A feature at WRAL by “Smart Shopper” author Faye Prosser discusses the rising price of eggs right now, and in so doing, it shows serious problems with the anti-“price gouging” law.

On March 30, a WRAL viewer in Zebulon, who prefers to remain anonymous, asked WRAL about the higher price of eggs at his local Carlie C’s this week. He wrote, “Price of a dozen Green Valley eggs has gone from $.99/dozen to $2.89/dozen. I normally shop at Carlie C’s grocery in Zebulon. That’s a 200% increase on pre-Corona prices. Corporate Carlie C’s says just supply and demand but anti-gouging laws should prevent this. The disadvantaged depend on this economical food source.”

This is where most reports on “gouging” end. Prosser’s report, however, uses it as the starting point:

When we reached out to Carlie C’s, they responded quickly with specific reasons for the price increases shoppers are seeing at their stores, and many other grocery chains right now.

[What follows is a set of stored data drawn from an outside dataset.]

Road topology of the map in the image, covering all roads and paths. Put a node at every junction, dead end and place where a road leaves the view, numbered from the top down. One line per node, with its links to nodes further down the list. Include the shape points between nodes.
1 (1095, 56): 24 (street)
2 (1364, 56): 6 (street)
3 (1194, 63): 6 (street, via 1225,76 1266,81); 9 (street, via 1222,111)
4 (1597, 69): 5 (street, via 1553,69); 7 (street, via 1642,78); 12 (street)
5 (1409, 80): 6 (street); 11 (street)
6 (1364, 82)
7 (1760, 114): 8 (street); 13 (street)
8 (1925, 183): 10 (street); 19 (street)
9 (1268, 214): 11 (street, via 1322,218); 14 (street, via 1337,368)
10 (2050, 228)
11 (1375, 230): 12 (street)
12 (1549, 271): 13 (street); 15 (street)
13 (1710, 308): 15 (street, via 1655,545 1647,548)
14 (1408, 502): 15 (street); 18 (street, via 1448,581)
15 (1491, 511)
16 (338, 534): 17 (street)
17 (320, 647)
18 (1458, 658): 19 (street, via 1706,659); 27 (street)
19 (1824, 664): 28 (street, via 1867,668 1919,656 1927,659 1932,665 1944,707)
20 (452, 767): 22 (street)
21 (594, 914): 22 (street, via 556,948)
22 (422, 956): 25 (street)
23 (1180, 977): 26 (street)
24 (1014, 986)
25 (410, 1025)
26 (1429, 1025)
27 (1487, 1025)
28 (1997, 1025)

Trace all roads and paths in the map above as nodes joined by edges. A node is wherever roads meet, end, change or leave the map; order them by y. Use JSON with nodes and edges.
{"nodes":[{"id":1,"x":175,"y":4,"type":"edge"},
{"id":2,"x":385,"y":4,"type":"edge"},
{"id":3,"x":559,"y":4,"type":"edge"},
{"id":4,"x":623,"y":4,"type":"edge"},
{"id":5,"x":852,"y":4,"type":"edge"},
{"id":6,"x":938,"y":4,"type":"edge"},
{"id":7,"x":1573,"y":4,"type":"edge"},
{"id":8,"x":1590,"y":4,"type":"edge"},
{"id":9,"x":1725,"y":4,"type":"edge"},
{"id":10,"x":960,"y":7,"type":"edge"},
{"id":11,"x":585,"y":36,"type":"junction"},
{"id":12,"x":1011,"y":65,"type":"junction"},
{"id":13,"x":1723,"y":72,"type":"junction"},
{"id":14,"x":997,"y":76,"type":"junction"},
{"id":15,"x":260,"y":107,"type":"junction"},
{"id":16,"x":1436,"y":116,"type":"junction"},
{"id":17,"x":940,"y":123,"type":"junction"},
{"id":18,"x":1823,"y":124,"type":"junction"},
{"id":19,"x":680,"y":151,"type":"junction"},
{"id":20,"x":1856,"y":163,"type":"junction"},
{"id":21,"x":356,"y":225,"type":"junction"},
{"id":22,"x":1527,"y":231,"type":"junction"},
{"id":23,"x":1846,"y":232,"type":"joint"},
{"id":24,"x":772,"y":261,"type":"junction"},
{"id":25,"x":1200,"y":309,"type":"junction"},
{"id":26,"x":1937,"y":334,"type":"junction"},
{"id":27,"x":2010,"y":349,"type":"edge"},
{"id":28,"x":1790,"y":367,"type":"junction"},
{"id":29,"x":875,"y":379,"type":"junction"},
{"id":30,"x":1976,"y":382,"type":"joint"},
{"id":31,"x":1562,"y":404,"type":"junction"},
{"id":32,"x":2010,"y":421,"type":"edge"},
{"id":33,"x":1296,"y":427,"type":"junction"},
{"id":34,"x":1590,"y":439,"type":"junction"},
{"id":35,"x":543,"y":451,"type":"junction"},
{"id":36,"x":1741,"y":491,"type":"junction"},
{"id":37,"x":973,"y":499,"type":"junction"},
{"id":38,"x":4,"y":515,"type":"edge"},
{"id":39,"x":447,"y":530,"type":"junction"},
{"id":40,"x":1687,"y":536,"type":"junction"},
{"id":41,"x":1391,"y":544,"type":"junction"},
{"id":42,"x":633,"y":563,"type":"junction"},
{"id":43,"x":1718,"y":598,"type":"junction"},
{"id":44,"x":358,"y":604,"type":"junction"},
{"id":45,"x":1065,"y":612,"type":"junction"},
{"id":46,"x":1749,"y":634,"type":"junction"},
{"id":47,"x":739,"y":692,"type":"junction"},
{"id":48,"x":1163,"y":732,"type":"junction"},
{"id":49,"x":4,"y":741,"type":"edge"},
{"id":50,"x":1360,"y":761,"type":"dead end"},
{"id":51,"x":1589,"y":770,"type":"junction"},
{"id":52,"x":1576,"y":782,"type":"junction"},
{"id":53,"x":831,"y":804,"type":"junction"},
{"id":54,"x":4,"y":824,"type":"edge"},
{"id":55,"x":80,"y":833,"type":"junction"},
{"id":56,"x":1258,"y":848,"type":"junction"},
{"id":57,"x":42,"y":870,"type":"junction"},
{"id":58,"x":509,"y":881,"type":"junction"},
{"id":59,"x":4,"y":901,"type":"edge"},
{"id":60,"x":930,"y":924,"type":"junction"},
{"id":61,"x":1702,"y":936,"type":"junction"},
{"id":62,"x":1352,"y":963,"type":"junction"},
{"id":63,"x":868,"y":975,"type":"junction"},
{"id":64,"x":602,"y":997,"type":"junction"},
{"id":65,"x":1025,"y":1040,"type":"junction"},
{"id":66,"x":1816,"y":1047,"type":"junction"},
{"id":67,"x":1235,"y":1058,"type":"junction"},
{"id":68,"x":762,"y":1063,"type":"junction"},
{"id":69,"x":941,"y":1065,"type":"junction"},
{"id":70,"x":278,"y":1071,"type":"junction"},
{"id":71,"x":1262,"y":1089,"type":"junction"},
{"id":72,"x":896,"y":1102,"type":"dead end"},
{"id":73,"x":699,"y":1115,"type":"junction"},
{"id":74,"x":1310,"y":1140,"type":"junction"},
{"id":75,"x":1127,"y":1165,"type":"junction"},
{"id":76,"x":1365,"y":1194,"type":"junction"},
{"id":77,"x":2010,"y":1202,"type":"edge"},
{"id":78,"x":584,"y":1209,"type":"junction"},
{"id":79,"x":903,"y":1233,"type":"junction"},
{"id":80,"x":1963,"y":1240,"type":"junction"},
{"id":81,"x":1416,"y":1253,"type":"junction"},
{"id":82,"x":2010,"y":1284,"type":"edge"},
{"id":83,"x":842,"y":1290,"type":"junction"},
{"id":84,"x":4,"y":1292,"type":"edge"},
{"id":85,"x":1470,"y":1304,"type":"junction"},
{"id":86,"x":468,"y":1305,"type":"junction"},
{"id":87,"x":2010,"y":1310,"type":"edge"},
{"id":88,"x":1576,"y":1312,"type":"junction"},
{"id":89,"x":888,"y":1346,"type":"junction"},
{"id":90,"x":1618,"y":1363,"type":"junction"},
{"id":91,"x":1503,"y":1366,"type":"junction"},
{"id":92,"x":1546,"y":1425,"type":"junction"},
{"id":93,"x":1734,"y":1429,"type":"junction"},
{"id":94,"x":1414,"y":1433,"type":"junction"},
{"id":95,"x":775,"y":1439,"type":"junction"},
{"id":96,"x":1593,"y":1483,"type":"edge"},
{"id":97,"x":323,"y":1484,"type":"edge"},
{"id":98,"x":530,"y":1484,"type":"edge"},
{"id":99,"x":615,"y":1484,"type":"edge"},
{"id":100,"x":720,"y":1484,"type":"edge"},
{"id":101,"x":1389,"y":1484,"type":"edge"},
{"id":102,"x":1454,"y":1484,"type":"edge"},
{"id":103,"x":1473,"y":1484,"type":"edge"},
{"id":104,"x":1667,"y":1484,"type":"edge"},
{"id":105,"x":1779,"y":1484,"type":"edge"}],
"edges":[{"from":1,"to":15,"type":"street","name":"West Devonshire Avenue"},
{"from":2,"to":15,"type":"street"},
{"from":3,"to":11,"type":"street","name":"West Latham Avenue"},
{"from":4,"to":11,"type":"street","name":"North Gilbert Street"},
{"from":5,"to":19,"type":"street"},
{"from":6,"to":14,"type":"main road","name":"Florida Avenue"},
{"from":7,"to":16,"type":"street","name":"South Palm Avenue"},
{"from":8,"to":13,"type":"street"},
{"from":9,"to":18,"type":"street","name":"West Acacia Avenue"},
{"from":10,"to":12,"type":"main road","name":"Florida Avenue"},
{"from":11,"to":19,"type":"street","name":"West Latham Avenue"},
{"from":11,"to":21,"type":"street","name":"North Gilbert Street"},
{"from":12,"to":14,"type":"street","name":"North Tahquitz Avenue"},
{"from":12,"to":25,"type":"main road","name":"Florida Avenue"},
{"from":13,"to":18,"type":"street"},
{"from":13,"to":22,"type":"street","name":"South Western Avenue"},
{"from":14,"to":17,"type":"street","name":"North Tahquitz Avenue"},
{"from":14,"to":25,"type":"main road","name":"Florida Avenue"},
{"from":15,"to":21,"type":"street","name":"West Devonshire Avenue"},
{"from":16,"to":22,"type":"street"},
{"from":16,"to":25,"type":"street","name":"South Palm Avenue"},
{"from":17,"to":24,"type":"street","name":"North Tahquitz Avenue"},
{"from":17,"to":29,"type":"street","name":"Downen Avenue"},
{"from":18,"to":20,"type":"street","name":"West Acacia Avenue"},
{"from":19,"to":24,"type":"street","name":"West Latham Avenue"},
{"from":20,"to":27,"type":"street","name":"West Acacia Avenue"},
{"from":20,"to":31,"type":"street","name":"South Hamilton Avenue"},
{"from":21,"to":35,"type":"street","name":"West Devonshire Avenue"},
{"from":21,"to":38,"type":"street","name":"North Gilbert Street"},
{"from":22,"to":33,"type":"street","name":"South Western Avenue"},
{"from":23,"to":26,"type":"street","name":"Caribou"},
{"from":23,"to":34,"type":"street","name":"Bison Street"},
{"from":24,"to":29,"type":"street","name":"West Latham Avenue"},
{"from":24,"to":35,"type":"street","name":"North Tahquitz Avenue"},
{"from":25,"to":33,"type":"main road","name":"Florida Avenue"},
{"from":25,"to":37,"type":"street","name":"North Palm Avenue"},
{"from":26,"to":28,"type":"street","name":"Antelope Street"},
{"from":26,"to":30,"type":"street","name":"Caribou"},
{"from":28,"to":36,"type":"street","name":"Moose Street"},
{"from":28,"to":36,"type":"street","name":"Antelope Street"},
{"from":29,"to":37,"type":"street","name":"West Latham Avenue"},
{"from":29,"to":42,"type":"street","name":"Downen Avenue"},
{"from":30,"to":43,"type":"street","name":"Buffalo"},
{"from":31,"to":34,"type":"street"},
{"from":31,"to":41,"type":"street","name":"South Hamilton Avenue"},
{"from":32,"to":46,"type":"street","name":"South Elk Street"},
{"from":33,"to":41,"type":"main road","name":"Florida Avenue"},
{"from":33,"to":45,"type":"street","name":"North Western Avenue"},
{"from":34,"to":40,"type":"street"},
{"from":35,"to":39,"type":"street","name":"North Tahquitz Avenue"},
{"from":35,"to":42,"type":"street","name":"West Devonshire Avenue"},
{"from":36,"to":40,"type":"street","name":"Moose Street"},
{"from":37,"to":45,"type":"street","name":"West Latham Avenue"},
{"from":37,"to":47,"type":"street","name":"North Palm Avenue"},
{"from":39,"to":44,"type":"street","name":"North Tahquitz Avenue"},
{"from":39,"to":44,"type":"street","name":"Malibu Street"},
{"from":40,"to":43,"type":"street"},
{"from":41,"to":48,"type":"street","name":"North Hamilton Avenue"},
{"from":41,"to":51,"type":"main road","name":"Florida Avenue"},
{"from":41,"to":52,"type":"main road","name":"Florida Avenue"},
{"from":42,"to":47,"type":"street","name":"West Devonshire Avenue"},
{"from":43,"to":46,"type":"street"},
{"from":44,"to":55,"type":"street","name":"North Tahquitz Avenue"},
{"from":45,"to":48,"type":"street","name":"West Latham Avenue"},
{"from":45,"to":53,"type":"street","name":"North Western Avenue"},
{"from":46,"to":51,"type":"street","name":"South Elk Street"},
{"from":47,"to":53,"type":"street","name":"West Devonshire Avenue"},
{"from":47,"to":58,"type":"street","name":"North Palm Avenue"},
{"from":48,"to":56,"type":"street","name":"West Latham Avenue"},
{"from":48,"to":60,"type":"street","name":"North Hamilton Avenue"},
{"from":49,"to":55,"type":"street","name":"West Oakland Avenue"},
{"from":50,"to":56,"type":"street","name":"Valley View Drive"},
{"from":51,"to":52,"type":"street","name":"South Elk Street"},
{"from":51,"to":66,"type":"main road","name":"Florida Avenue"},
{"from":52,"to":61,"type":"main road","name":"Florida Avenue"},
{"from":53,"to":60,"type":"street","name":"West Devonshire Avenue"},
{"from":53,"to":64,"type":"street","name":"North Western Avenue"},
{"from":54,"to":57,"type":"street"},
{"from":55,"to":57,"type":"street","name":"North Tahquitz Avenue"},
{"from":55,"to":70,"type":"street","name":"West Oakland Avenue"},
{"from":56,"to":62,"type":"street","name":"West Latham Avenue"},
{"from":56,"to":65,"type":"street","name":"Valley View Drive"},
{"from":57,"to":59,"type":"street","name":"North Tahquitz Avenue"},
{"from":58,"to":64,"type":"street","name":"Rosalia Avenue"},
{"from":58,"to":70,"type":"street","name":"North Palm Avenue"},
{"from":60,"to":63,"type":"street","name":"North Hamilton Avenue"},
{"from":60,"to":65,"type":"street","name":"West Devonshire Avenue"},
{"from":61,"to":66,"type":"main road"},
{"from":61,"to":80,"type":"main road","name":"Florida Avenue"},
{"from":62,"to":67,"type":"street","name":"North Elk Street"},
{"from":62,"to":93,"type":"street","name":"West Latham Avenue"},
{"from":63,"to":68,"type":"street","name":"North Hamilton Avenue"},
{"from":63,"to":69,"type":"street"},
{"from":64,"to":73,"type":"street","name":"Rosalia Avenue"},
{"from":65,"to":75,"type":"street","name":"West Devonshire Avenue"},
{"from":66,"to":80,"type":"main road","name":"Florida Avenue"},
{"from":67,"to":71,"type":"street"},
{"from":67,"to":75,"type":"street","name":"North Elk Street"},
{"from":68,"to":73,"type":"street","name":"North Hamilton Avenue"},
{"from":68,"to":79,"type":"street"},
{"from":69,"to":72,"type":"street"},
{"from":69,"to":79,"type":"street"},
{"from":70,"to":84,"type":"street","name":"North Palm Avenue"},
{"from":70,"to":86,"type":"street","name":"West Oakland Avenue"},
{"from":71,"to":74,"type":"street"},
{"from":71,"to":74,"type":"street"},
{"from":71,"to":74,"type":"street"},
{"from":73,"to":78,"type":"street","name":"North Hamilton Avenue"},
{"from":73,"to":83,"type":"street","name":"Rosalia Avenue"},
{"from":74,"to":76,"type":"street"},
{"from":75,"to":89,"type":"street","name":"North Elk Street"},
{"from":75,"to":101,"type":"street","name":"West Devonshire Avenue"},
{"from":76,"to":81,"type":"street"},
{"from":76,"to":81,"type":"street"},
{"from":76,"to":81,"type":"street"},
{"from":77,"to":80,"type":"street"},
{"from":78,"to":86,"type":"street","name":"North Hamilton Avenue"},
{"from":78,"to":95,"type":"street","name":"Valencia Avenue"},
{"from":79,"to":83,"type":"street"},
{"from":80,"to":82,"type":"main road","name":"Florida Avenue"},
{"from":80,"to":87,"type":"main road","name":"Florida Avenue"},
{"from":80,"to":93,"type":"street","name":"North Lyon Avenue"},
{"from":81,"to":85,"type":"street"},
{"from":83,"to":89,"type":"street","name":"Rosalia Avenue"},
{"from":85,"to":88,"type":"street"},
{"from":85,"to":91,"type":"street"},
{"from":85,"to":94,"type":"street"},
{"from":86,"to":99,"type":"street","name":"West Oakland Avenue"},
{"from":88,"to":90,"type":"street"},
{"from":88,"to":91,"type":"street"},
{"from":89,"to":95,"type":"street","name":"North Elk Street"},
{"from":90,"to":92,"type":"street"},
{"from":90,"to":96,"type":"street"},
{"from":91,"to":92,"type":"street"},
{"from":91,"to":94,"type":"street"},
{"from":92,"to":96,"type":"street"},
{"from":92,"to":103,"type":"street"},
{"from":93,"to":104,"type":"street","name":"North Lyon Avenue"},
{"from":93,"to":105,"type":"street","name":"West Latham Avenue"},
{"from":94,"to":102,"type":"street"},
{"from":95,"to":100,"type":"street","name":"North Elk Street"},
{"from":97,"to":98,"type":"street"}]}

A representative from the Carlie C’s corporate office shared, “Eggs are a commodity and have gone up in price from suppliers. Here is what we paid per week for eggs this month. We are selling eggs for less than what we paid for them.”

March 2: $0.90

March 9: $0.97

March 16: $1.49

March 23: $2.28

March 30: $2.96

The Carlie C’s representative indicated that a dozen large eggs cost them $2.96 this week from their supplier and, at the time this article was written, they were selling the eggs for $2.89. That is a 7-cent loss on every carton they sell.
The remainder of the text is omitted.